Have you ever wondered how time works? Now I don’t mean the societal creation of time that lets me know I am writing this post at 1:00 am, I mean biological time.  For example, how does my body know to make certain proteins or how does it know when make me tired for sleep? In other words, have you ever thought about the existence of circadian rhythms in humans. In a recent paper in Proceedings of the National Academy of Sciences titled, Cell Autonomous Regulation of Herpes and Influenza Virus Infection by the Circadian Clock by Rachel Edgar et al., (1) the authors do just this in terms of viruses. They investigate how the natural cycling and timing of biological processes in your body can influence the interaction and effects of virus.

Before we enter into more detail about what the paper demonstrates, I first wanted to briefly talk about what a circadian clock is and why they are so important. A circadian clock in its simplest form is a twenty-four hour cycle during which our genes vary expression level and transcriptional activity to coordinated our complete physiology. In a metaphoric sense, circadian clocks are like a symphony. In a symphony, there are all the different sections playing their own special music. The individual music is fine but when you put them together you can create a beautiful work of art. This is the clocks. They are what brings each individual body process together to make us the humans we are. They are also not to be taken lightly as they have been linked to overall fitness, many aspects of human health and disease such as the sleep/wake cycle, and many immune functions. (2,3) Thus, the disruption of these clocks can be disastrous. 

The authors of this paper realized the essential nature of these processes so they set out to understand how the clock can affect viral replication, viral dissemination and most importantly how the viruses affect the clocks. For all of their research they looked at the clock gene transcription factor Bmal1 and its mRNA levels as the representation of the circadian cycling in mouse and cell culture experiments.  They then complete a myriad of bioluminescent experiments to understand the change in expression level activity (a luciferase assay) and the localization of the infected cells. It is a relatively simple paper in this sense as the authors only use a luciferase assay under different experimental conditions to collect all of their data. 

They first hypothesize that the time of day when the infection occurred would influence the viral replication and found this to be true.
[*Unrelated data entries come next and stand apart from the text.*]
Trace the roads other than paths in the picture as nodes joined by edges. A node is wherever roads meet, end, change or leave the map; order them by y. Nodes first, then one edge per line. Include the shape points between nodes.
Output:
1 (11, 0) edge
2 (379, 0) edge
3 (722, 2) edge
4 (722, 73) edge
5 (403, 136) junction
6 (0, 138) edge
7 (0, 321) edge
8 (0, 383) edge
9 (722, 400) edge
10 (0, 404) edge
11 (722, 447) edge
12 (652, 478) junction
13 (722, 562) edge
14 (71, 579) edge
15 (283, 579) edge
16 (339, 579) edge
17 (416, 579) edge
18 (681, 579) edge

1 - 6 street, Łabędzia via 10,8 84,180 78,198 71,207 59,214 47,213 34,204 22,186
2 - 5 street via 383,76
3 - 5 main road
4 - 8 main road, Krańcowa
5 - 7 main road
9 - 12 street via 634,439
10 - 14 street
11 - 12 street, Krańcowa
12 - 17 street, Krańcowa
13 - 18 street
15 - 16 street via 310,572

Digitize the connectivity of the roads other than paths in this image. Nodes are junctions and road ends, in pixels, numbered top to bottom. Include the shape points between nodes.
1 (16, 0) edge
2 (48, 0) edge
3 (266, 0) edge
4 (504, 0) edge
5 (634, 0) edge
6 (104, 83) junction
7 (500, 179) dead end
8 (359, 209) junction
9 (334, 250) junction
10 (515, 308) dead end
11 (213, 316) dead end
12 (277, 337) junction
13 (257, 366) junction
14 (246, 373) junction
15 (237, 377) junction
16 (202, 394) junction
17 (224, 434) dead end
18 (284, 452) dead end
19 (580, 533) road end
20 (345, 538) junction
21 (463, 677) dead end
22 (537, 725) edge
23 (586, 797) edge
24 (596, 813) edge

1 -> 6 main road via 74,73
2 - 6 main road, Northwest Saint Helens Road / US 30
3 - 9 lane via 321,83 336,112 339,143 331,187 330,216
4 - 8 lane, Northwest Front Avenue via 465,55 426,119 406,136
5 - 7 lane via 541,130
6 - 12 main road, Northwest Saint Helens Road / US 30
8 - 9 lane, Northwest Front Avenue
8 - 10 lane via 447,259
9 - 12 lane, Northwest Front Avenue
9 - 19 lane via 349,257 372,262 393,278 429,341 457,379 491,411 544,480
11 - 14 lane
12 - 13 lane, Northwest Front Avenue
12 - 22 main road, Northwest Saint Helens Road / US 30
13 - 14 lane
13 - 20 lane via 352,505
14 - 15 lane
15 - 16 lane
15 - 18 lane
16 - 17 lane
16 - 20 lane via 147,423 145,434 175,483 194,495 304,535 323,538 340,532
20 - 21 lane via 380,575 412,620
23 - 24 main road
Amazingly, mice that were infected with herpesvirus at the onset of resting phase (the beginning of the day) exhibited a 10-fold higher viral replication then mice infected just before their active phase (10 hours later, right before the night). (1)  Bmal1 transcription activity cycles so that during the day it is not active but as night approach transcription and translation begin. This is scene below in Figure 1A from the paper:

They then found that acute infections were enhanced in arrhythmic mice with Bmal1 knocked-down and that the spread of infection was greater spatial. Overall, they conclude that the entire kinetic profile of infection depends on the circadian phase that the virus encounters.

The most influential finding of the paper is that the virus is able to alter the expression levels of the clock genes to benefit its own functioning. In figure 5 D, seen below, the authors demonstrate that the infection of Herpes Simplex Virus 1 cause the up regulation of Bmal1 for a longer period of time. The paper also concludes that all these effects occur with Influenza A to demonstrate that this is not only herpes viruses.
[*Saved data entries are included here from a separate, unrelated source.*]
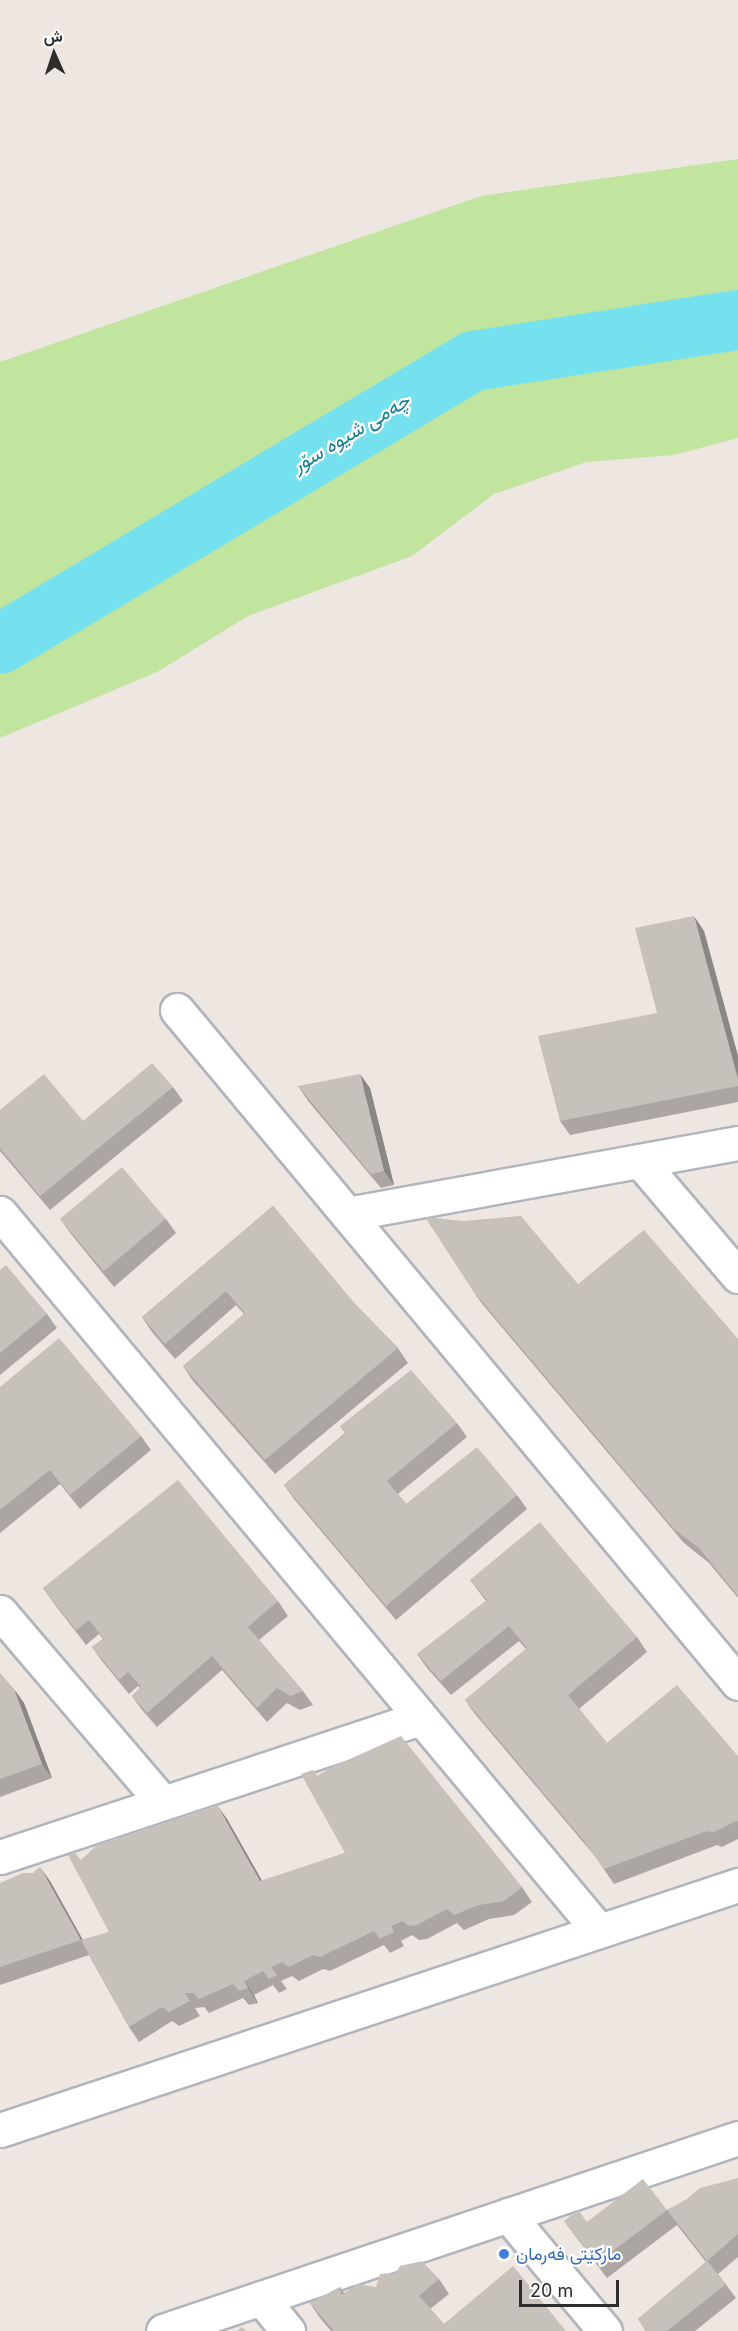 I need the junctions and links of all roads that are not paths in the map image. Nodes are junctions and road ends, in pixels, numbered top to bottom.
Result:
1 (177, 1010) dead end
2 (738, 1143) edge
3 (640, 1161) junction
4 (0, 1214) edge
5 (347, 1214) junction
6 (738, 1276) edge
7 (0, 1612) edge
8 (738, 1683) edge
9 (420, 1718) junction
10 (163, 1803) junction
11 (0, 1857) edge
12 (738, 1885) edge
13 (599, 1931) junction
14 (0, 2130) edge
15 (738, 2138) edge
16 (508, 2215) junction
17 (261, 2298) junction
18 (163, 2331) edge
19 (288, 2331) edge
20 (605, 2331) edge

1 - 5 street
2 - 3 street
3 - 5 street
3 - 6 street
4 - 9 street
5 - 8 street
7 - 10 street
9 - 10 street
9 - 13 street
10 - 11 street
12 - 13 street
13 - 14 street
15 - 16 street
16 - 17 street
16 - 20 street
17 - 18 street
17 - 19 street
After all of their findings, I just have one major critique that leads to what I believe should be the next step after this experiment. Looking at the Bmal1 expression was a great way to start but circadian rhythms are influenced by a lot more genes than just this one. Thus, I would propose that they do the exact same experiments but look for expression of other clock genes. There are also a lot of downstream interactions that occur with the products of Bmal1 so an investigation into how these might change could also even up providing so key information on how the system works as a whole.

Now these findings are all very interesting but why do we care? Well first off, it is important to understand how viruses function so we can work on ways to treat them. For example, by knowing that the herpesvirus highjacks the circadian clock gene Bmal1 we could work on developing a drug that would inhibit this interaction. This would not be a cure for anything but it would help to minimize the amount of virus so that your immune system could possibly be more effective in clear the virus and inhibiting latency. The other really interesting possibility is creative a drug that keeps our circadian rhythms the exact same.  In the paper they demonstrate that arrhythmic cycling increase infection and it is known that Bmal1 expression undergoes seasonal variation to be lowest in the winter months.(4) This is possibly why Influenza and other virus are known to have more infection during the winter, so by making a daily supplement that regulates your Bmal1 expression levels you could stave off more infections. 
In the end this paper found some novel findings to demonstrate how research that is done in today’s world is amazing at find molecular interactions but it is also very important to look at the whole system. Isolated findings on how viruses function are great but it isn’t until you are able to understand the role that finding plays in the larger picture that we can move forward with our understanding of the natural world.

Source Paper:
1.Edgar, Rachel S. et al. "Cell Autonomous Regulation Of Herpes And Influenza Virus Infection By The Circadian Clock". Proceedings of the National Academy of Sciences 113.36 (2016): 10085-10090. Web.

Additional Research:
2. Scheiermann C, Kunisaki Y, Frenette PS (2013) Circadian control of the immune system. Nat Rev Immunol 13(3):190–198.
3.Curtis AM, Bellet MM, Sassone-Corsi P, O’Neill LA (2014) Circadian clock proteins and immunity. Immunity 40(2):178–186.
4.Dowell SF (2001) Seasonal variation in host susceptibility and cycles of certain infectious diseases. Emerg Infect Dis 7(3):369–374
All Figures are from source paper.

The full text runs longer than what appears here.